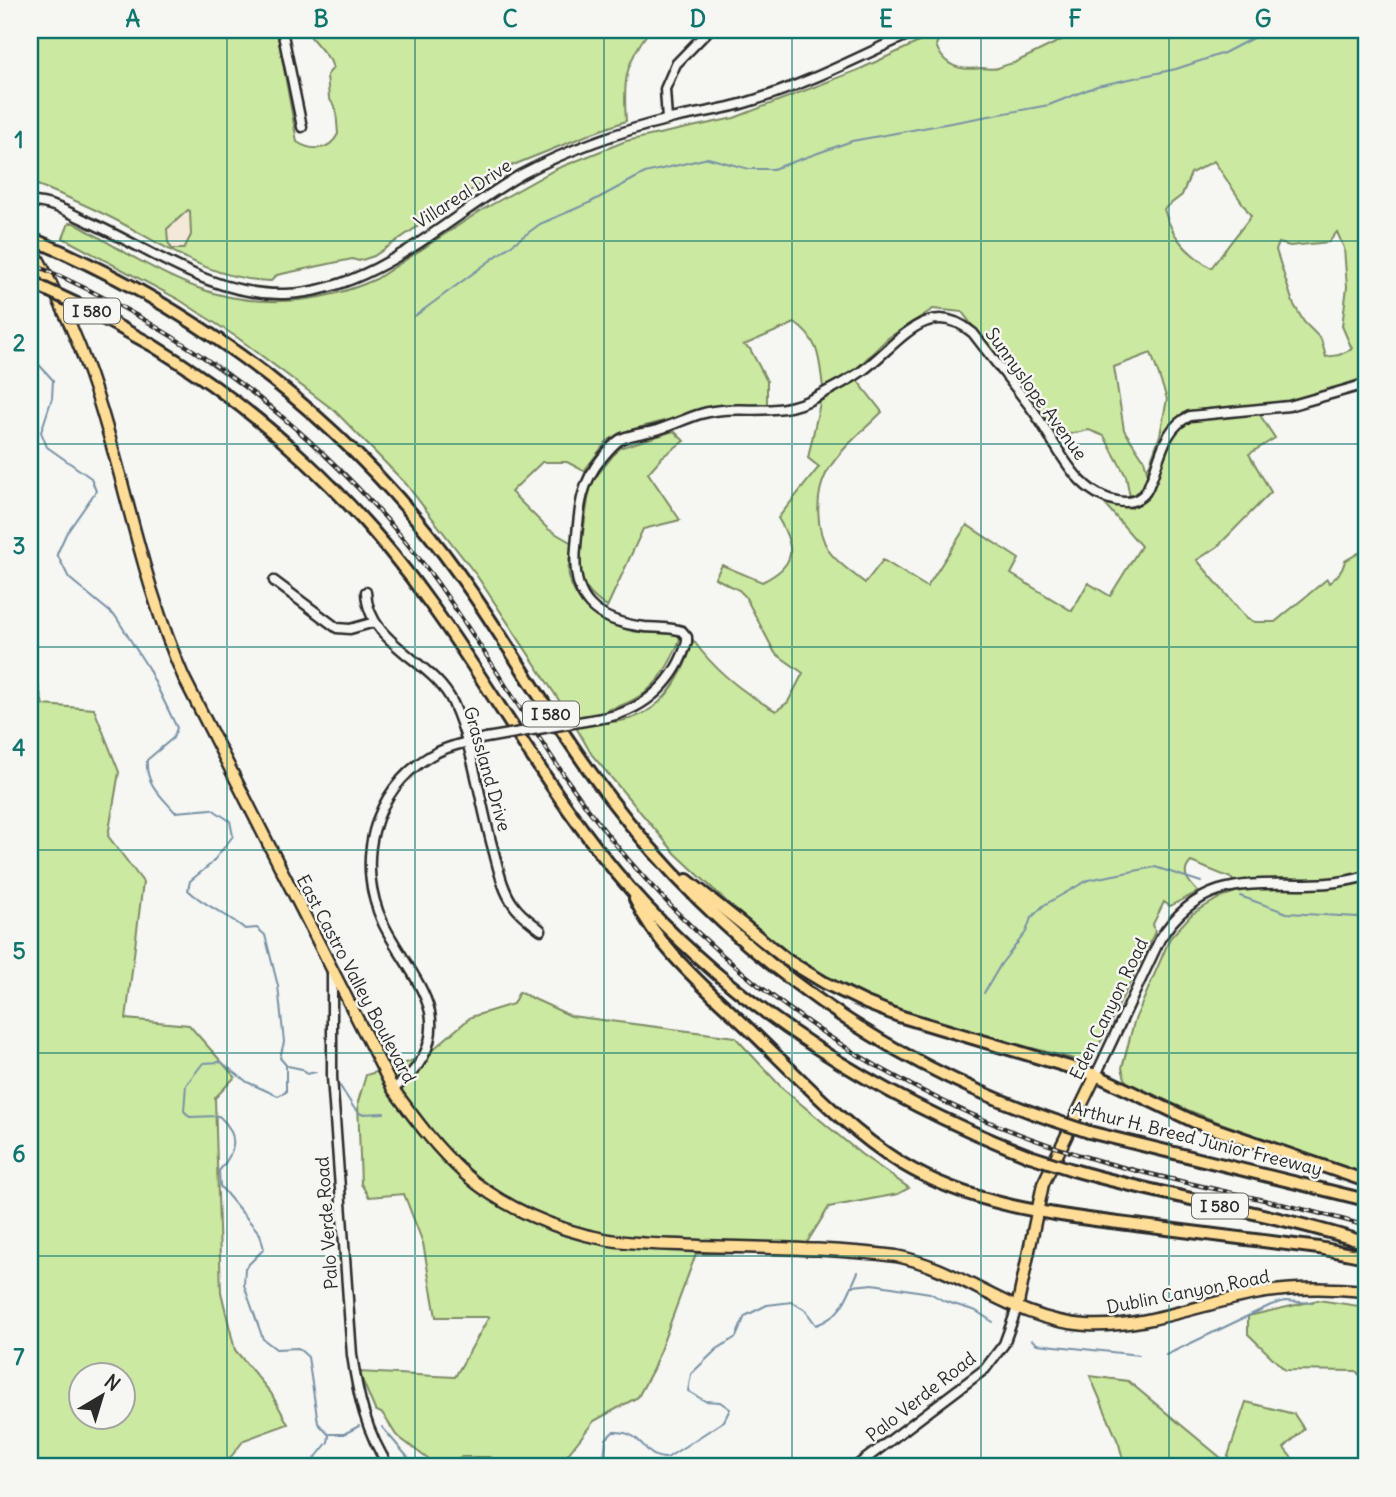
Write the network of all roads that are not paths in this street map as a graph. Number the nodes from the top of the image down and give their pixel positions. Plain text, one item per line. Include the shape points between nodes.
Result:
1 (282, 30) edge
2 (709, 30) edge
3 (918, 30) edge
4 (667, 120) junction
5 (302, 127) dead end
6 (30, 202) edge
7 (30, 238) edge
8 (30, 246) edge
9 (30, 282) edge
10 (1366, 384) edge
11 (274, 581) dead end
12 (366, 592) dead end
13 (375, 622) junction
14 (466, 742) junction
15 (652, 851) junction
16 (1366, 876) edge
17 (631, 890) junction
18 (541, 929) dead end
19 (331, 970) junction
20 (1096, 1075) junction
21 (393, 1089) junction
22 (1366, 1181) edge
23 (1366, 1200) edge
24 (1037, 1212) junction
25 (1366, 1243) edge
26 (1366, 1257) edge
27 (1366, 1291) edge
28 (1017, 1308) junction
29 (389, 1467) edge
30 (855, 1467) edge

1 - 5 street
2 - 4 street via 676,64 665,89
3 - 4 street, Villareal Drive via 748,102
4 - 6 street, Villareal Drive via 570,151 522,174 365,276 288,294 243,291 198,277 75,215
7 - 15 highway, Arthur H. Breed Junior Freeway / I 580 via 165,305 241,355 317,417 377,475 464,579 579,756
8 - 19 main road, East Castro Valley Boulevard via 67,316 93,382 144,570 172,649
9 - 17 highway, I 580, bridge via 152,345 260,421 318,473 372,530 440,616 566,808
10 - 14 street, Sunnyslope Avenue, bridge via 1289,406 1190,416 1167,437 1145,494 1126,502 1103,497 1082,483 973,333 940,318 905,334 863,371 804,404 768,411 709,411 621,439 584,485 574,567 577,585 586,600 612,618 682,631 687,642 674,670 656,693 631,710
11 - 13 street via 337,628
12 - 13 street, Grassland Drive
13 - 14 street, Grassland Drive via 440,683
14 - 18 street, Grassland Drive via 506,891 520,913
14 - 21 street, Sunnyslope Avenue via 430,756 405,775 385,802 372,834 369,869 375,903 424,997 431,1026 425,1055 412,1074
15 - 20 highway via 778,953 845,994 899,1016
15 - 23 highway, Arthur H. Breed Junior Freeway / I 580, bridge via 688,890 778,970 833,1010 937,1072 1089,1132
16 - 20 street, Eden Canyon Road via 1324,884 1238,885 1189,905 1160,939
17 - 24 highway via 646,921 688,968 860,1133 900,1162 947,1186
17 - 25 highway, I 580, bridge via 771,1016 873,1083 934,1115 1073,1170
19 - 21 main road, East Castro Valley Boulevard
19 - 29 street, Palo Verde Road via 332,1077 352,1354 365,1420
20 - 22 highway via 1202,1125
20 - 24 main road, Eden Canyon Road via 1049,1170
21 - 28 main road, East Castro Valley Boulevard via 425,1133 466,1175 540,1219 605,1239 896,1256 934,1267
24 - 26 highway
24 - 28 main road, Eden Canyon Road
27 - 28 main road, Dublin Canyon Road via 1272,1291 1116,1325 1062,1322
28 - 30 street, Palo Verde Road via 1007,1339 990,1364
==
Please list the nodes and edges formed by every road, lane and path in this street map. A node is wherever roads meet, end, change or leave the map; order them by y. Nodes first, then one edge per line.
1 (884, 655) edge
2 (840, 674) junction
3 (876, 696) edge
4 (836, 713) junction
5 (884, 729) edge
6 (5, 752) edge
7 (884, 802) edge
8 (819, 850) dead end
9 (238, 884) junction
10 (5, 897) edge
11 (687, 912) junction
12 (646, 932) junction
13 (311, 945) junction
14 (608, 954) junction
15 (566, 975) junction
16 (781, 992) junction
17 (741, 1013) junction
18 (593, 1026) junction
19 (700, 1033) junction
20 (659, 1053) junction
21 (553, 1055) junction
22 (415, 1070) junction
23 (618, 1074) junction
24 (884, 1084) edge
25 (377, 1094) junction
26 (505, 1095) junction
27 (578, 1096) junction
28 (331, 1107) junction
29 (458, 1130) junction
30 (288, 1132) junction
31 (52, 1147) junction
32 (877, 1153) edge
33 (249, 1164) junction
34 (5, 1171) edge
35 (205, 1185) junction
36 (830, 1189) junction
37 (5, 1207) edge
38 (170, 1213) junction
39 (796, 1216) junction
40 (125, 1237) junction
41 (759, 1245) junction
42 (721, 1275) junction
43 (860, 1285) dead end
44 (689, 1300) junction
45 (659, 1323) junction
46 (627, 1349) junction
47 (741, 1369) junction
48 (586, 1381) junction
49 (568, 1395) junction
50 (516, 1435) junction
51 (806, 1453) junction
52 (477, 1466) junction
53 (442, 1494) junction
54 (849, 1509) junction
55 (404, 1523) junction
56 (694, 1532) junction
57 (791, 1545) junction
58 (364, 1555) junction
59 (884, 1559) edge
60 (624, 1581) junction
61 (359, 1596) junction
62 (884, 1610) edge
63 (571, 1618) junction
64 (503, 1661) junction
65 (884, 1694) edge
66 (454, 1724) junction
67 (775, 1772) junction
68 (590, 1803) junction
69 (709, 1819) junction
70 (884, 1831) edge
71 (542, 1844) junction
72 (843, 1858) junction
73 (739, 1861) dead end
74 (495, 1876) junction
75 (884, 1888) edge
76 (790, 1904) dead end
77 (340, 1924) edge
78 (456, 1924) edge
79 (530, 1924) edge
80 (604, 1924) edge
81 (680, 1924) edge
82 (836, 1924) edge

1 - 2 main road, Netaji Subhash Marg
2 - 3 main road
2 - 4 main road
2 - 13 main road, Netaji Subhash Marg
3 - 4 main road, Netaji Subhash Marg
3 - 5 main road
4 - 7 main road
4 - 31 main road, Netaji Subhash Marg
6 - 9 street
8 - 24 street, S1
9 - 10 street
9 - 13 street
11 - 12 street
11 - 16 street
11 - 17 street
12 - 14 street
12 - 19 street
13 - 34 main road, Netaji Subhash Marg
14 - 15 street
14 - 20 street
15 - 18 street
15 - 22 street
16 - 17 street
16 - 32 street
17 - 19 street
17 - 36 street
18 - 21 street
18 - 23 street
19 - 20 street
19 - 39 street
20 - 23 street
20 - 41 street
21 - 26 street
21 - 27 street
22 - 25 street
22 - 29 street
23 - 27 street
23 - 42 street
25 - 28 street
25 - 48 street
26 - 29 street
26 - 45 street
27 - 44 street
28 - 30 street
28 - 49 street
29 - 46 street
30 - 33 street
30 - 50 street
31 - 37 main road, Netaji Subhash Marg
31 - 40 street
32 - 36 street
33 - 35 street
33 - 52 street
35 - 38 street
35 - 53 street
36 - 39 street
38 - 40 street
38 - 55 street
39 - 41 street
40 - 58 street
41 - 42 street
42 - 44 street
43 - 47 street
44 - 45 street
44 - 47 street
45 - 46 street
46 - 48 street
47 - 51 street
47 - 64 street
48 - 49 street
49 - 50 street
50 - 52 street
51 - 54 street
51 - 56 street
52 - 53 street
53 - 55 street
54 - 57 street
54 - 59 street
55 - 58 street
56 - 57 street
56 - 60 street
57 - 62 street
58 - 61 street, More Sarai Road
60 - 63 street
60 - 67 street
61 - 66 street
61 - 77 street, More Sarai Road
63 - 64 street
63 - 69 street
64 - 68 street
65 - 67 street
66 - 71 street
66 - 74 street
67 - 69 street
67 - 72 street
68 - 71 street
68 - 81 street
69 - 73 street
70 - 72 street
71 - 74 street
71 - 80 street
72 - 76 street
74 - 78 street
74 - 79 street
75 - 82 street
---
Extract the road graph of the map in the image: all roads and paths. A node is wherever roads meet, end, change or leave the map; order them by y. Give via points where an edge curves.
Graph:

PROBLEM TO WORK ON
From the records above, pull out every line containing the word "image".

WORKED SOLUTION
Write the network of all roads that are not paths in this street map as a graph. Number the nodes from the top of the image down and give their pixel positions. Plain text, one item per line. Include the shape points between nodes.
Extract the road graph of the map in the image: all roads and paths. A node is wherever roads meet, end, change or leave the map; order them by y. Give via points where an edge curves.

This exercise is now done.